***** Material provided
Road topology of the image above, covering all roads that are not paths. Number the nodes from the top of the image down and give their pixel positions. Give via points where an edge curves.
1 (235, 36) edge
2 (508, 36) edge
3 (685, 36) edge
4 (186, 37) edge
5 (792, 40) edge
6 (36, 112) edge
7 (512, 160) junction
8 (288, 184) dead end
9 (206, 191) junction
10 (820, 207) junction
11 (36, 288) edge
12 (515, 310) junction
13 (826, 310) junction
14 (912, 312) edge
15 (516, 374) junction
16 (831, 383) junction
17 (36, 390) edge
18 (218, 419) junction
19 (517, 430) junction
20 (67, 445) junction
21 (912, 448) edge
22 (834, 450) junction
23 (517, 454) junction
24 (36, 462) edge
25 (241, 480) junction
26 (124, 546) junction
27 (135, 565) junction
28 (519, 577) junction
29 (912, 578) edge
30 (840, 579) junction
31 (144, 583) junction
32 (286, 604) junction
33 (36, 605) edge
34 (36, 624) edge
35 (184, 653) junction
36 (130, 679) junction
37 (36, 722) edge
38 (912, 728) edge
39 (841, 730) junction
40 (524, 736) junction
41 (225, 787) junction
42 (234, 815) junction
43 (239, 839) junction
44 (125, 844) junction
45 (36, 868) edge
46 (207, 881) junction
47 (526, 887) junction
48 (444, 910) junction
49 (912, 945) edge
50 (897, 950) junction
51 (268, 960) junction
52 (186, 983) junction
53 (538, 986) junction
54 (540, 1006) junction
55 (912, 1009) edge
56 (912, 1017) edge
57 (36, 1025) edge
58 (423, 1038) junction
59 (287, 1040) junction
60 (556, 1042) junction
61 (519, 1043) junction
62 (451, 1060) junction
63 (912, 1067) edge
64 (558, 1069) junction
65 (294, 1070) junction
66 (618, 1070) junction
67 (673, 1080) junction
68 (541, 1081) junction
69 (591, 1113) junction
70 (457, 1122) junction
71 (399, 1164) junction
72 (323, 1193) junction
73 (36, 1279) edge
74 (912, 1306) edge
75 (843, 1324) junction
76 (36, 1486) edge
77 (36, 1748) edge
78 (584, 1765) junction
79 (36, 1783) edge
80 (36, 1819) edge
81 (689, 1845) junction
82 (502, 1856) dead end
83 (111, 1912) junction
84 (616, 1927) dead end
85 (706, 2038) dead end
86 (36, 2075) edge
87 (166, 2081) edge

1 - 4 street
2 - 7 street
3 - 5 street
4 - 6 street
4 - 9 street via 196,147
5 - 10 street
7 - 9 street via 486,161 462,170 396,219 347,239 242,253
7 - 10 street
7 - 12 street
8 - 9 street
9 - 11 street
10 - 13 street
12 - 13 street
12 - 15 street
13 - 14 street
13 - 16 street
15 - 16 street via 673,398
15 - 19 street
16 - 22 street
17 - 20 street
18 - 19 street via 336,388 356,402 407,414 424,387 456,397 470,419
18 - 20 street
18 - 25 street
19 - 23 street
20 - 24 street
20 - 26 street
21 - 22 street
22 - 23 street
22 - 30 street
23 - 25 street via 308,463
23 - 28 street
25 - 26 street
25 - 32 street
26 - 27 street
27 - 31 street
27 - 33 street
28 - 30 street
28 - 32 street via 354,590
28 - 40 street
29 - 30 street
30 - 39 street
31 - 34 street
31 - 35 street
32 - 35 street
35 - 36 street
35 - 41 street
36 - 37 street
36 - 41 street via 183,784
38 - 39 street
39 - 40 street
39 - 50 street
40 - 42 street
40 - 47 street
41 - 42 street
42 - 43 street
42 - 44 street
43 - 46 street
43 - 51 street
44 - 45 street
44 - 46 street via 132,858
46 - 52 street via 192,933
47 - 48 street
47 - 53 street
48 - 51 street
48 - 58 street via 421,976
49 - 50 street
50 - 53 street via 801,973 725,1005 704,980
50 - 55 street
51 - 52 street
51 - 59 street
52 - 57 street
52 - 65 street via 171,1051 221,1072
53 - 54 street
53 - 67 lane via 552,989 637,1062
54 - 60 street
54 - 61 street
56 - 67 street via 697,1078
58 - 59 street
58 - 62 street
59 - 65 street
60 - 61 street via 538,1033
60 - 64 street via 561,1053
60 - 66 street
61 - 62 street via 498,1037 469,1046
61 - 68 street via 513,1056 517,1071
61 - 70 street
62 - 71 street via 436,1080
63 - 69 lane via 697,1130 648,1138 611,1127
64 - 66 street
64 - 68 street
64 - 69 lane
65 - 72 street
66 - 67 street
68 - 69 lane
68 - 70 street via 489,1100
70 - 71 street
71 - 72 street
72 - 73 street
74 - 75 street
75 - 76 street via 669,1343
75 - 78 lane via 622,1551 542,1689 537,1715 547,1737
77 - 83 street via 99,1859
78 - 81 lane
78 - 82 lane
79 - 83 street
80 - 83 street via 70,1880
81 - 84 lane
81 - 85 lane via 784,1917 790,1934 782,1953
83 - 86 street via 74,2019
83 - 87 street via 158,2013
**********
▸ **Directions for this task**
Copy the records above. Keep every word as it is.

▸ **Answer section**
Road topology of the image above, covering all roads that are not paths. Number the nodes from the top of the image down and give their pixel positions. Give via points where an edge curves.
1 (235, 36) edge
2 (508, 36) edge
3 (685, 36) edge
4 (186, 37) edge
5 (792, 40) edge
6 (36, 112) edge
7 (512, 160) junction
8 (288, 184) dead end
9 (206, 191) junction
10 (820, 207) junction
11 (36, 288) edge
12 (515, 310) junction
13 (826, 310) junction
14 (912, 312) edge
15 (516, 374) junction
16 (831, 383) junction
17 (36, 390) edge
18 (218, 419) junction
19 (517, 430) junction
20 (67, 445) junction
21 (912, 448) edge
22 (834, 450) junction
23 (517, 454) junction
24 (36, 462) edge
25 (241, 480) junction
26 (124, 546) junction
27 (135, 565) junction
28 (519, 577) junction
29 (912, 578) edge
30 (840, 579) junction
31 (144, 583) junction
32 (286, 604) junction
33 (36, 605) edge
34 (36, 624) edge
35 (184, 653) junction
36 (130, 679) junction
37 (36, 722) edge
38 (912, 728) edge
39 (841, 730) junction
40 (524, 736) junction
41 (225, 787) junction
42 (234, 815) junction
43 (239, 839) junction
44 (125, 844) junction
45 (36, 868) edge
46 (207, 881) junction
47 (526, 887) junction
48 (444, 910) junction
49 (912, 945) edge
50 (897, 950) junction
51 (268, 960) junction
52 (186, 983) junction
53 (538, 986) junction
54 (540, 1006) junction
55 (912, 1009) edge
56 (912, 1017) edge
57 (36, 1025) edge
58 (423, 1038) junction
59 (287, 1040) junction
60 (556, 1042) junction
61 (519, 1043) junction
62 (451, 1060) junction
63 (912, 1067) edge
64 (558, 1069) junction
65 (294, 1070) junction
66 (618, 1070) junction
67 (673, 1080) junction
68 (541, 1081) junction
69 (591, 1113) junction
70 (457, 1122) junction
71 (399, 1164) junction
72 (323, 1193) junction
73 (36, 1279) edge
74 (912, 1306) edge
75 (843, 1324) junction
76 (36, 1486) edge
77 (36, 1748) edge
78 (584, 1765) junction
79 (36, 1783) edge
80 (36, 1819) edge
81 (689, 1845) junction
82 (502, 1856) dead end
83 (111, 1912) junction
84 (616, 1927) dead end
85 (706, 2038) dead end
86 (36, 2075) edge
87 (166, 2081) edge

1 - 4 street
2 - 7 street
3 - 5 street
4 - 6 street
4 - 9 street via 196,147
5 - 10 street
7 - 9 street via 486,161 462,170 396,219 347,239 242,253
7 - 10 street
7 - 12 street
8 - 9 street
9 - 11 street
10 - 13 street
12 - 13 street
12 - 15 street
13 - 14 street
13 - 16 street
15 - 16 street via 673,398
15 - 19 street
16 - 22 street
17 - 20 street
18 - 19 street via 336,388 356,402 407,414 424,387 456,397 470,419
18 - 20 street
18 - 25 street
19 - 23 street
20 - 24 street
20 - 26 street
21 - 22 street
22 - 23 street
22 - 30 street
23 - 25 street via 308,463
23 - 28 street
25 - 26 street
25 - 32 street
26 - 27 street
27 - 31 street
27 - 33 street
28 - 30 street
28 - 32 street via 354,590
28 - 40 street
29 - 30 street
30 - 39 street
31 - 34 street
31 - 35 street
32 - 35 street
35 - 36 street
35 - 41 street
36 - 37 street
36 - 41 street via 183,784
38 - 39 street
39 - 40 street
39 - 50 street
40 - 42 street
40 - 47 street
41 - 42 street
42 - 43 street
42 - 44 street
43 - 46 street
43 - 51 street
44 - 45 street
44 - 46 street via 132,858
46 - 52 street via 192,933
47 - 48 street
47 - 53 street
48 - 51 street
48 - 58 street via 421,976
49 - 50 street
50 - 53 street via 801,973 725,1005 704,980
50 - 55 street
51 - 52 street
51 - 59 street
52 - 57 street
52 - 65 street via 171,1051 221,1072
53 - 54 street
53 - 67 lane via 552,989 637,1062
54 - 60 street
54 - 61 street
56 - 67 street via 697,1078
58 - 59 street
58 - 62 street
59 - 65 street
60 - 61 street via 538,1033
60 - 64 street via 561,1053
60 - 66 street
61 - 62 street via 498,1037 469,1046
61 - 68 street via 513,1056 517,1071
61 - 70 street
62 - 71 street via 436,1080
63 - 69 lane via 697,1130 648,1138 611,1127
64 - 66 street
64 - 68 street
64 - 69 lane
65 - 72 street
66 - 67 street
68 - 69 lane
68 - 70 street via 489,1100
70 - 71 street
71 - 72 street
72 - 73 street
74 - 75 street
75 - 76 street via 669,1343
75 - 78 lane via 622,1551 542,1689 537,1715 547,1737
77 - 83 street via 99,1859
78 - 81 lane
78 - 82 lane
79 - 83 street
80 - 83 street via 70,1880
81 - 84 lane
81 - 85 lane via 784,1917 790,1934 782,1953
83 - 86 street via 74,2019
83 - 87 street via 158,2013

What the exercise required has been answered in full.